Unidentified Company Representative

Analyst

Yes. Danny, I think Steve's comments that he shared are very strong reasons why we should pursue that without any pre-lease. For instance, on 2 remaining lots in Oregon Square, that's not a -- that is something that you would want to pre-lease.

Ernest Rady

Analyst

That you would want to rebuild. You wouldn't go...

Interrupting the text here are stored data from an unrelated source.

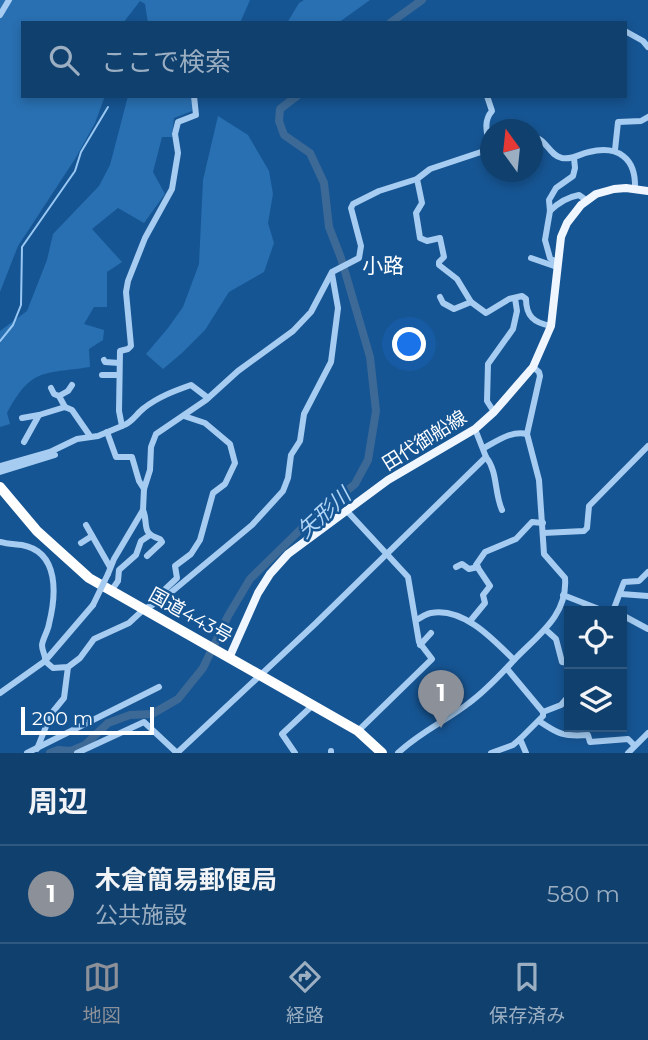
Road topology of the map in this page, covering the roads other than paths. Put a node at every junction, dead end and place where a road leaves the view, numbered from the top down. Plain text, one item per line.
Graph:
1 (9, 0) edge
2 (0, 15) edge
3 (627, 32) edge
4 (648, 47) edge
5 (194, 98) edge
6 (488, 98) edge
7 (648, 117) edge
8 (486, 119) edge
9 (543, 141) edge
10 (615, 150) junction
11 (480, 152) edge
12 (574, 158) junction
13 (417, 179) junction
14 (635, 188) junction
15 (648, 191) edge
16 (586, 200) junction
17 (550, 211) junction
18 (531, 258) dead end
19 (557, 265) junction
20 (333, 272) junction
21 (440, 297) dead end
22 (515, 298) junction
23 (471, 302) junction
24 (551, 326) junction
25 (104, 360) dead end
26 (119, 363) junction
27 (533, 367) junction
28 (102, 375) dead end
29 (119, 375) junction
30 (72, 384) dead end
31 (51, 388) dead end
32 (59, 397) junction
33 (208, 398) junction
34 (65, 407) junction
35 (494, 412) junction
36 (39, 415) junction
37 (184, 415) junction
38 (22, 418) dead end
39 (122, 426) junction
40 (475, 429) junction
41 (107, 432) junction
42 (527, 434) junction
43 (90, 436) junction
44 (24, 442) dead end
45 (67, 445) junction
46 (648, 446) edge
47 (484, 448) junction
48 (486, 457) junction
49 (0, 466) edge
50 (0, 471) edge
51 (0, 487) edge
52 (144, 489) junction
53 (143, 510) junction
54 (346, 510) junction
55 (502, 510) dead end
56 (543, 523) junction
57 (86, 525) dead end
58 (543, 533) junction
59 (150, 535) junction
60 (92, 536) junction
61 (0, 542) edge
62 (80, 543) dead end
63 (386, 553) junction
64 (147, 556) dead end
65 (456, 567) dead end
66 (478, 567) junction
67 (109, 571) junction
68 (648, 572) edge
69 (111, 592) junction
70 (563, 594) junction
71 (621, 594) junction
72 (648, 596) edge
73 (158, 602) junction
74 (592, 606) edge
75 (615, 606) edge
76 (144, 610) junction
77 (627, 618) edge
78 (415, 620) junction
79 (471, 620) junction
80 (648, 629) edge
81 (546, 630) junction
82 (431, 633) dead end
83 (420, 645) junction
84 (230, 656) junction
85 (514, 660) junction
86 (45, 661) junction
87 (564, 662) edge
88 (68, 667) junction
89 (508, 670) junction
90 (259, 674) junction
91 (159, 687) dead end
92 (0, 693) edge
93 (564, 702) edge
94 (313, 705) junction
95 (543, 712) junction
96 (539, 720) junction
97 (358, 731) junction
98 (648, 733) edge
99 (520, 739) junction
100 (98, 744) junction
101 (634, 745) junction
102 (37, 749) junction
103 (629, 752) edge
104 (27, 753) edge
105 (77, 753) edge
106 (103, 753) edge
107 (177, 753) edge
108 (295, 753) edge
109 (383, 753) edge
110 (398, 753) edge
111 (491, 753) edge
112 (526, 753) edge

1 - 2 street
3 - 4 street
5 - 26 street
6 - 8 street
7 - 10 street
9 - 12 street
10 - 12 street
10 - 14 street
11 - 13 street
12 - 17 street
13 - 20 street
13 - 23 street
14 - 15 main road
14 - 16 main road
16 - 17 street
16 - 19 main road, 田代御船線
17 - 19 street
18 - 19 street
19 - 24 main road, 田代御船線
20 - 33 street
20 - 73 street
21 - 23 street
22 - 23 street
22 - 24 street
22 - 35 street
24 - 27 main road, 田代御船線
25 - 26 street
26 - 29 street
27 - 35 main road, 田代御船線
27 - 42 street
28 - 29 street
29 - 39 street
30 - 32 street
31 - 32 street
32 - 34 street
33 - 37 street
33 - 39 street
34 - 36 street
34 - 43 street
35 - 40 main road, 田代御船線
36 - 38 street
36 - 44 street
37 - 52 street
37 - 73 street
39 - 41 street
40 - 47 street
40 - 54 main road, 田代御船線
41 - 43 street
41 - 52 street
42 - 47 street
42 - 56 street
43 - 45 street
45 - 49 street
45 - 50 street
46 - 58 street
47 - 48 street
48 - 55 street
48 - 63 street
51 - 69 highway, 国道443号
52 - 53 street
53 - 59 street
53 - 67 street
54 - 63 street
54 - 84 main road, 田代御船線
56 - 58 street
56 - 66 street
57 - 60 street
58 - 70 street
59 - 64 street
59 - 69 street
60 - 62 street
60 - 67 street
61 - 86 street
63 - 78 street
63 - 90 street
65 - 66 street
66 - 79 street
67 - 86 street, bridge
68 - 71 street
69 - 76 highway, 国道443号
70 - 74 street
70 - 81 street
71 - 72 street
71 - 75 street
73 - 76 street
76 - 84 highway, 国道443号
76 - 88 street
77 - 80 street
78 - 79 street
78 - 83 street
79 - 85 street
81 - 85 street
81 - 87 street
82 - 83 street
83 - 97 street
84 - 90 highway, 国道443号
85 - 89 street
86 - 88 street
86 - 92 street
88 - 102 street
89 - 95 street
89 - 110 street
90 - 94 highway, 国道443号
90 - 107 street
91 - 102 street
93 - 95 street
94 - 97 highway, 国道443号
94 - 108 street
95 - 96 street
96 - 99 street
96 - 101 street
97 - 109 highway, 国道443号
98 - 101 street
99 - 111 street
99 - 112 street
100 - 105 street
100 - 106 street
100 - 107 street
101 - 103 street
102 - 104 street

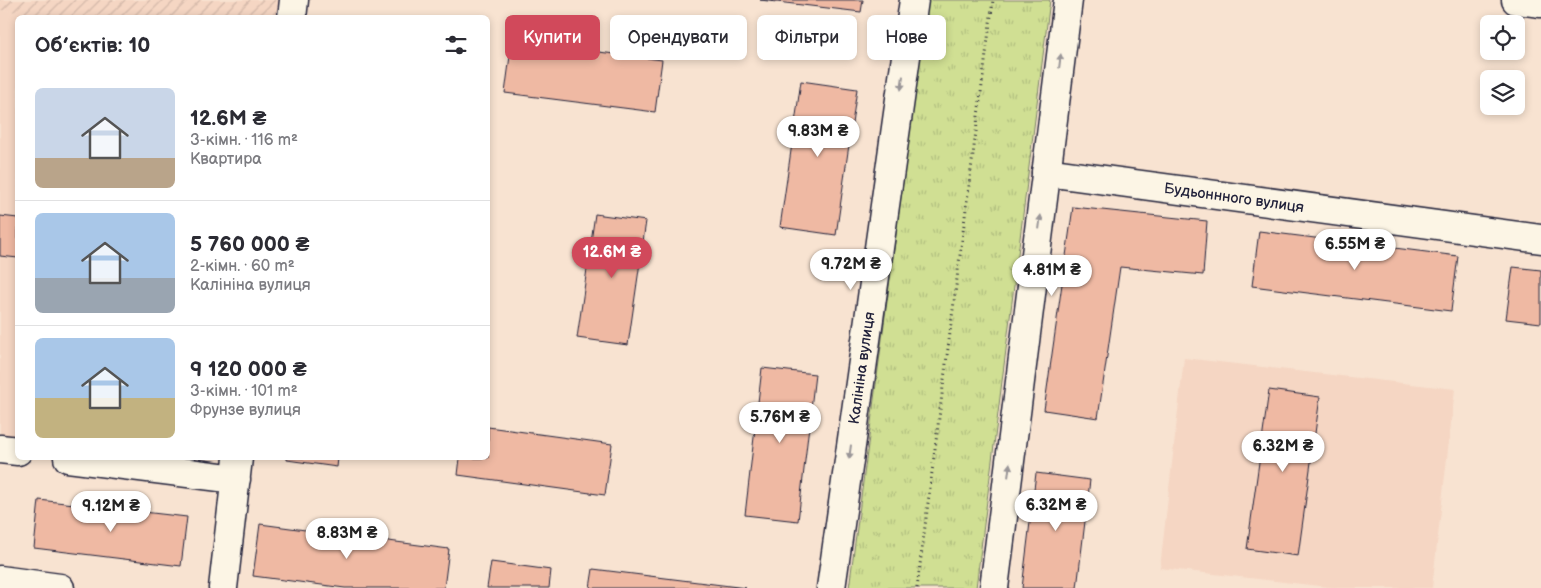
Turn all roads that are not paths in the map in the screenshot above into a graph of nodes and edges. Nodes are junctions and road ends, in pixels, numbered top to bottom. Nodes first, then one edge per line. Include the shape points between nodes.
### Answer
1 (294, 0) edge
2 (914, 0) edge
3 (1068, 0) edge
4 (1516, 0) edge
5 (1541, 3) edge
6 (292, 15) edge
7 (1046, 172) junction
8 (1541, 239) edge
9 (0, 449) edge
10 (15, 451) edge
11 (102, 460) edge
12 (237, 468) edge
13 (0, 580) edge
14 (60, 588) edge
15 (222, 588) edge
16 (831, 588) edge
17 (994, 588) edge

1 - 6 main road
2 -> 16 main road, Калініна вулиця
7 -> 3 main road
4 - 5 main road
7 - 8 main road, Будьоннного вулиця
17 -> 7 main road
9 - 10 main road
11 - 12 main road
12 - 15 main road
13 - 14 main road

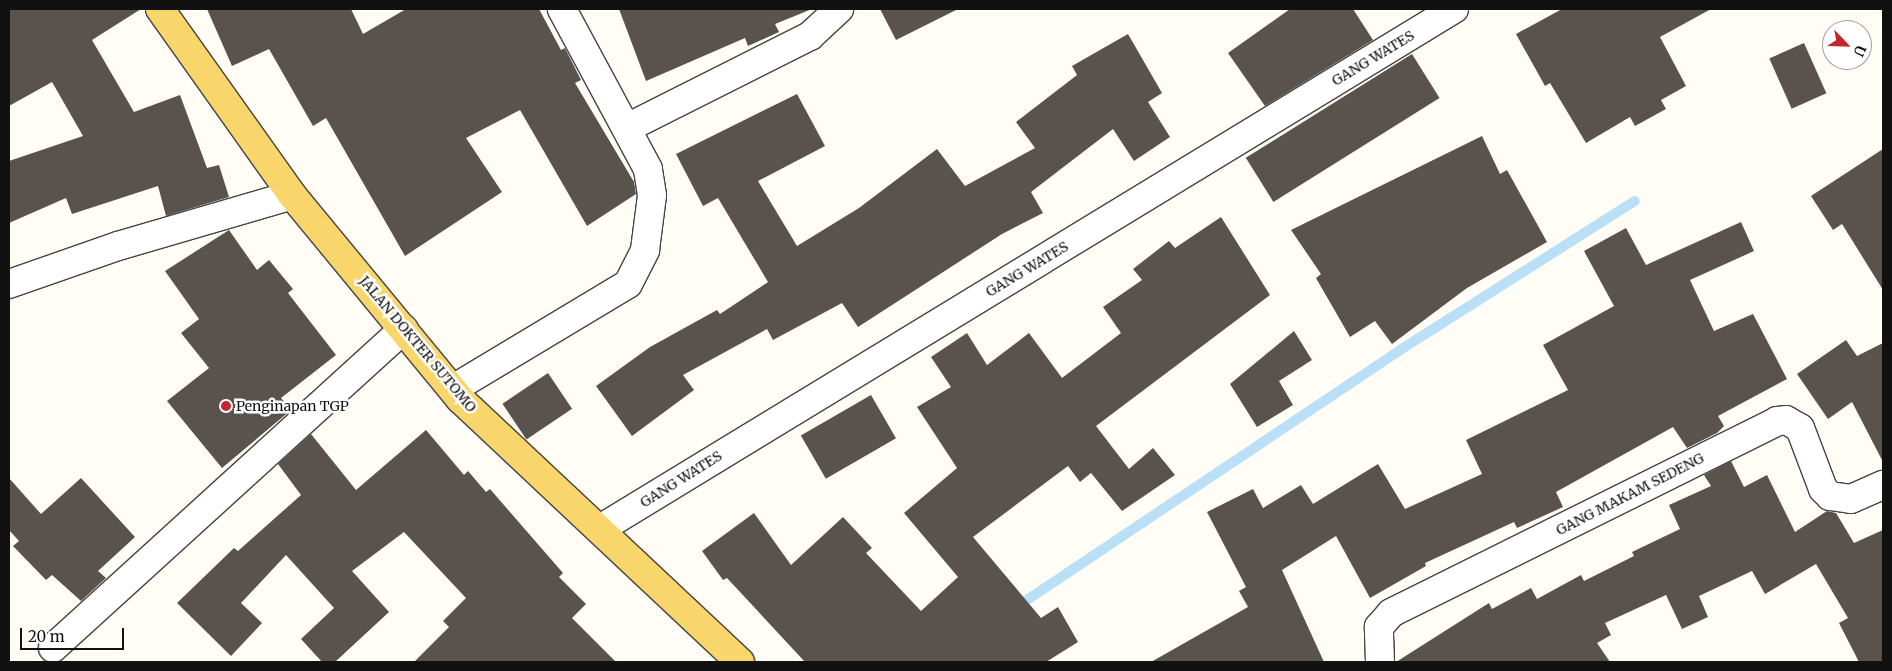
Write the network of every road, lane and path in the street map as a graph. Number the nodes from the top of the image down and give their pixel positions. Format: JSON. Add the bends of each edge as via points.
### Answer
{"nodes":[{"id":1,"x":160,"y":9,"type":"edge"},
{"id":2,"x":562,"y":9,"type":"edge"},
{"id":3,"x":840,"y":9,"type":"edge"},
{"id":4,"x":1454,"y":9,"type":"edge"},
{"id":5,"x":629,"y":127,"type":"junction"},
{"id":6,"x":292,"y":195,"type":"junction"},
{"id":7,"x":9,"y":284,"type":"edge"},
{"id":8,"x":404,"y":329,"type":"junction"},
{"id":9,"x":453,"y":389,"type":"junction"},
{"id":10,"x":1883,"y":485,"type":"edge"},
{"id":11,"x":600,"y":529,"type":"junction"},
{"id":12,"x":53,"y":648,"type":"dead end"},
{"id":13,"x":740,"y":662,"type":"edge"},
{"id":14,"x":1380,"y":662,"type":"edge"}],
"edges":[{"from":1,"to":6,"type":"main road","name":"JALAN DOKTER SUTOMO"},
{"from":2,"to":5,"type":"street"},
{"from":3,"to":5,"type":"street","via":[[810,36]]},
{"from":4,"to":11,"type":"street","name":"GANG WATES"},
{"from":5,"to":9,"type":"street","via":[[648,169],[652,195],[645,250],[628,284]]},
{"from":6,"to":7,"type":"street","via":[[118,246]]},
{"from":6,"to":8,"type":"main road","name":"JALAN DOKTER SUTOMO"},
{"from":8,"to":9,"type":"main road","name":"JALAN DOKTER SUTOMO"},
{"from":8,"to":12,"type":"street"},
{"from":9,"to":11,"type":"main road","name":"JALAN DOKTER SUTOMO"},
{"from":10,"to":14,"type":"street","name":"GANG MAKAM SEDENG","via":[[1851,499],[1830,496],[1823,489],[1800,428],[1786,420],[1777,420],[1391,613],[1379,627]]},
{"from":11,"to":13,"type":"main road","name":"JALAN DOKTER SUTOMO"}]}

Unidentified Company Representative

Analyst

You wouldn't go -- yes -- you [indiscernible]. Correct. Yes. Thank you. That you'd want to get a tenant before you build that. Like Ernest said, in UTC and for what Steve's comments were, those are all the comments why you would want to go forward without a tenant at this point in time. Obviously, you would love to have a tenant. But by the time you finish, that's going to be an even stronger market than it is today.

Ernest Rady

Analyst

And we've used this time to buy the project out and I think we've had some savings that we would not have had if we were trying to build it a year from now.

Robert Barton

Analyst

So we are going.

Unidentified Analyst

Analyst

Perfect. That all makes sense. And then just kind of as a follow-up to that. I think our math where implies $80 rent a square foot at that property? Is that -- I guess, a, is that accurate? And b, how does that compare to where you guys signed the Illumina lease back in, I think, late '19 when you guys initially acquired those properties over there?

Steve Center

Analyst

Rents for new product are much higher. We're in the high 4s, triple net with $1.70 expenses. I'm talking on a monthly basis. I haven't converted to a gross per annual, but the Illumina lease started at $490 full-service and has 3% annual bump. So -- and that -- the rents I just mentioned -- the triple net rents I just mentioned are affirmed by two recent deals, one in June and one December for deals in new product. So that's today's rents, and that's what we put in the pro forma, and we'll see how the market goes, but we're bullish.

Ernest Rady

Analyst

Bullish, and we're also praying that the economy recovers. And -- but in the short run, the leasing is less certain than we'd like. In the long run, it's a giant win. It's a great location, great property.

Operator

Operator

And I show no further questions at this time. I will now turn the call to Mr. Ernest Rady for any closing remarks.

Ernest Rady

Analyst

Guys, thanks for all those great questions. I hope you're all able to get a vaccine as quickly as possible so that we can all end this distance of interacting, and we can all get together. I miss you all. I hope to work with you again as quickly as possible. And thank you for your interest in our great company.

Operator

Operator

Ladies and gentlemen, this does conclude today's conference. We thank you for your participation. You may now all disconnect.